True to my word there is indeed a test on this, in the form of an informal poll. With a show of hands, how many of you, if in the position of Adam or Eve would NOT eat from the Tree of Knowledge? How many of you would indeed eat from the tree?

If you tell a child they can have any food in the kitchen except for the cookies. “Don’t eat the cookies,” you scold. What is the first thing he is going to go for? The cookie! That is human psychology whether you are a child or an adult with or without the ability to reason. Eating from the tree was a natural choice.

As opposed to my Christian colleagues who call this the downfall of man and Original Sin, I actually find this to be one of the most positive events in History. I am firmly convinced that God actually intended us to eat from the Tree. The catalyst of human history is one honey-tongued serpent. If God is Omnipotent and Omniscient, then He must have placed the snake in that tree. God intended us to have a free will to make the decisions whether to follow or shirk His laws and ethics and not be his drooling Garden drones. There are consequences to our actions but we have the freedom to make these decisions.

We were removed from the garden which is eternally guarded by fiery cherubs lest we eat from the tree of life and live forever. So why choose life in these four options?

By eating from the tree we have already chosen Good, Evil, and Death (as the tree has given us both knowledge and mortality). There is only one more option we have not yet tried: Life. Now God finally gives us access to something which we have been denied since our expulsion from the Garden of Eden by locked gate, fiery cherub and ever-turning sword: The Tree of Life. We choose life by holding fast to the Torah, and the wooden Torah rollers are called Etzei Chayim. which we grab onto when taking an aliyah or lifting the Torah.

Torah is ultimate knowledge, it is everlasting life. It links us to our past. Most of our liturgical additions for the High Holidays focus on life: “Zochreynu L’chayim, Melech chafetz bachayim, v’choteveinu b’sefer hachayim lemancha Elohim Chayim”, “Remember us for life, O King who desires life, and inscribe us in the Book of Life – for your sake O Living God.” Throughout the liturgy of these Ten Days of Repentance our liturgy is rife with pleas to be inscribed in the Book of Life.

Even in death there is life. If, God-forbid, someone dies we don’t focus on their death but talk about their life and when we come together to recite Kaddish there is not a single mention of death, only life, because shiva, mourning, comfort, these are all for the living.

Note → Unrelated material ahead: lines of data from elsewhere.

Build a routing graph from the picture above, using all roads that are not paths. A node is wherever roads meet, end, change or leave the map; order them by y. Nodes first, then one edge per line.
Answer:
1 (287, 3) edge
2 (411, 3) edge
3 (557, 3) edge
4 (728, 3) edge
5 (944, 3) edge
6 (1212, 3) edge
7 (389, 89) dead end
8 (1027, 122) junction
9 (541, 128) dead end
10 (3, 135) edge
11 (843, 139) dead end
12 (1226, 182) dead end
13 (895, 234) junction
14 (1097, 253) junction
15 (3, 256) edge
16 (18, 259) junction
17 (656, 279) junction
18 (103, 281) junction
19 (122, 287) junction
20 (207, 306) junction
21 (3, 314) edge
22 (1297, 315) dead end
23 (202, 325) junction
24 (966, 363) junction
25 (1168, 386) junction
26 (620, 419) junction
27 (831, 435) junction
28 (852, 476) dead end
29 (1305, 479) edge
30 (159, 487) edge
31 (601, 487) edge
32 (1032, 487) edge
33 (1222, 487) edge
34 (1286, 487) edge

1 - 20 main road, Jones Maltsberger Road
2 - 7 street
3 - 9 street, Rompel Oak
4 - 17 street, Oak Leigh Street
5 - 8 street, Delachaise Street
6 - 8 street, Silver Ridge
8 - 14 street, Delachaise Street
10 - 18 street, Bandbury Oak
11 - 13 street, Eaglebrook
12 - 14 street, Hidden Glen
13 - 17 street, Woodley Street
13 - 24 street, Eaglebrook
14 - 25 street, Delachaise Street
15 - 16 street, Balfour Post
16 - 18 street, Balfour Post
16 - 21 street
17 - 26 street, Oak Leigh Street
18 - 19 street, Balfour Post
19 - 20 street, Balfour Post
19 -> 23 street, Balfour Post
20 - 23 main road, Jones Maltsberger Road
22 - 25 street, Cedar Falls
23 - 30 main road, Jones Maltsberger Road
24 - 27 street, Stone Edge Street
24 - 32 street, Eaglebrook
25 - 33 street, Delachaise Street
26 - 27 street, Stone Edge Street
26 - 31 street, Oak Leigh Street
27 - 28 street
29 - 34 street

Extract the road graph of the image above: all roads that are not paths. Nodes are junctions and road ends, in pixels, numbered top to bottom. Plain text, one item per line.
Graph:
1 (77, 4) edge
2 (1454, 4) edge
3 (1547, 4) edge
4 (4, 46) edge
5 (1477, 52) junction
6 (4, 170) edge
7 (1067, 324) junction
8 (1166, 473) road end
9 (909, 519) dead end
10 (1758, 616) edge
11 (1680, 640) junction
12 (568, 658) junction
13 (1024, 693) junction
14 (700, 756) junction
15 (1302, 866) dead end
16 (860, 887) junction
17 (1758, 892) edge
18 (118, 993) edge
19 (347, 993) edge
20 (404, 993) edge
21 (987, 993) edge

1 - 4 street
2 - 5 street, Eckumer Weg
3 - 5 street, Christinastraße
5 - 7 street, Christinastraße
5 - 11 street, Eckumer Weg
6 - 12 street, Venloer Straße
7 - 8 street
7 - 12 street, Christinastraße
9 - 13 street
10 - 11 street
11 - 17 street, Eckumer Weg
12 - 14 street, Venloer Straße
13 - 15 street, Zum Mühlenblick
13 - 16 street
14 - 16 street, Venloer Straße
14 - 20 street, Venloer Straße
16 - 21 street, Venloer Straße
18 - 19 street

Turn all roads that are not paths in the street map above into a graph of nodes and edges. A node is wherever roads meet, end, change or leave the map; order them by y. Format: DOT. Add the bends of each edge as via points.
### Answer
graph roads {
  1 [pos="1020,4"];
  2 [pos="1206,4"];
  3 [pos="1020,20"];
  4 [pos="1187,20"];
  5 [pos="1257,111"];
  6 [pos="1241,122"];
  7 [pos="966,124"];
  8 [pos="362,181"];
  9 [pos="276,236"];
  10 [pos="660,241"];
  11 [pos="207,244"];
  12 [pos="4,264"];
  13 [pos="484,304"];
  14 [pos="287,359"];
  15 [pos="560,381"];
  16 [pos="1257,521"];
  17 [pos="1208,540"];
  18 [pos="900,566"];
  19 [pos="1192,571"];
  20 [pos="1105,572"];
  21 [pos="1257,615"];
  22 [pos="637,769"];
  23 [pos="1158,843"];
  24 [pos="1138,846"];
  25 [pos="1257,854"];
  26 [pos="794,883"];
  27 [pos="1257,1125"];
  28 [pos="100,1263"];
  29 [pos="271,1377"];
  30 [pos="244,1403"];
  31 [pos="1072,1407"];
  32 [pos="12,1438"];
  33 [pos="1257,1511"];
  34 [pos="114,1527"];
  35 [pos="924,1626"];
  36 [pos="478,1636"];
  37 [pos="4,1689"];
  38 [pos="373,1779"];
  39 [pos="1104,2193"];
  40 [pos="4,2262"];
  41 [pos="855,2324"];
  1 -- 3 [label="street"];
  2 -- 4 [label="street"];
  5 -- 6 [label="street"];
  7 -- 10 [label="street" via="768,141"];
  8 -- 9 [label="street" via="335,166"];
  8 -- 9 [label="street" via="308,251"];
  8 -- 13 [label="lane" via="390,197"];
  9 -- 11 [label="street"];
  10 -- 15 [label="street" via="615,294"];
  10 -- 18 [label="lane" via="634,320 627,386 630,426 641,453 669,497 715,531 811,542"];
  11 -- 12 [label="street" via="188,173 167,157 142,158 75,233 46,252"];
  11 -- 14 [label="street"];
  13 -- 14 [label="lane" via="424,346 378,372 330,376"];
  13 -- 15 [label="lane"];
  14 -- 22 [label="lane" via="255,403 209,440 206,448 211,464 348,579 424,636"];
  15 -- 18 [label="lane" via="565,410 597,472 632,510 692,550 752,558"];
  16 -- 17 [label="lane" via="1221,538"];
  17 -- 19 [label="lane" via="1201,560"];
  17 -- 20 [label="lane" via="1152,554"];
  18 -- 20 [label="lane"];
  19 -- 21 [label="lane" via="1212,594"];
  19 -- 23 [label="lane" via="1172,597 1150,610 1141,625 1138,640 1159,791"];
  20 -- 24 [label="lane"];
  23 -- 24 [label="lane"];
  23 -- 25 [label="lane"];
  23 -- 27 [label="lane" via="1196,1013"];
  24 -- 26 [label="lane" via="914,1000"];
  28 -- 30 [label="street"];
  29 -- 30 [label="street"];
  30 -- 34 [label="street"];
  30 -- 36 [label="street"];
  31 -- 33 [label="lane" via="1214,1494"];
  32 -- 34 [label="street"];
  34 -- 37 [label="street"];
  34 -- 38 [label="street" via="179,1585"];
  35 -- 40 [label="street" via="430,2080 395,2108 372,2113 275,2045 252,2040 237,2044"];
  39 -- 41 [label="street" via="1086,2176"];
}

Torah is the Family Tree of Life. It records the names and deeds of our ancestors, men and women of piety who, through our study, live forever. How will the world remember us when we are gone?

When burying their dead, the Ancient Greeks would place an obolus coin under the tongues of the deceased so they could pay the fare to Charon to ferry them across the River Acheron on their journey to Hades. Jews however are not buried with trinkets nor vested in designer suits but in a disqualified tallis and simple white shrouds, a feeling which the white robe I wear today is meant to evoke. We Jews believe that we cannot take anything with us. Our legacy is rather through our deeds. Whether good or evil this is how we will be remembered.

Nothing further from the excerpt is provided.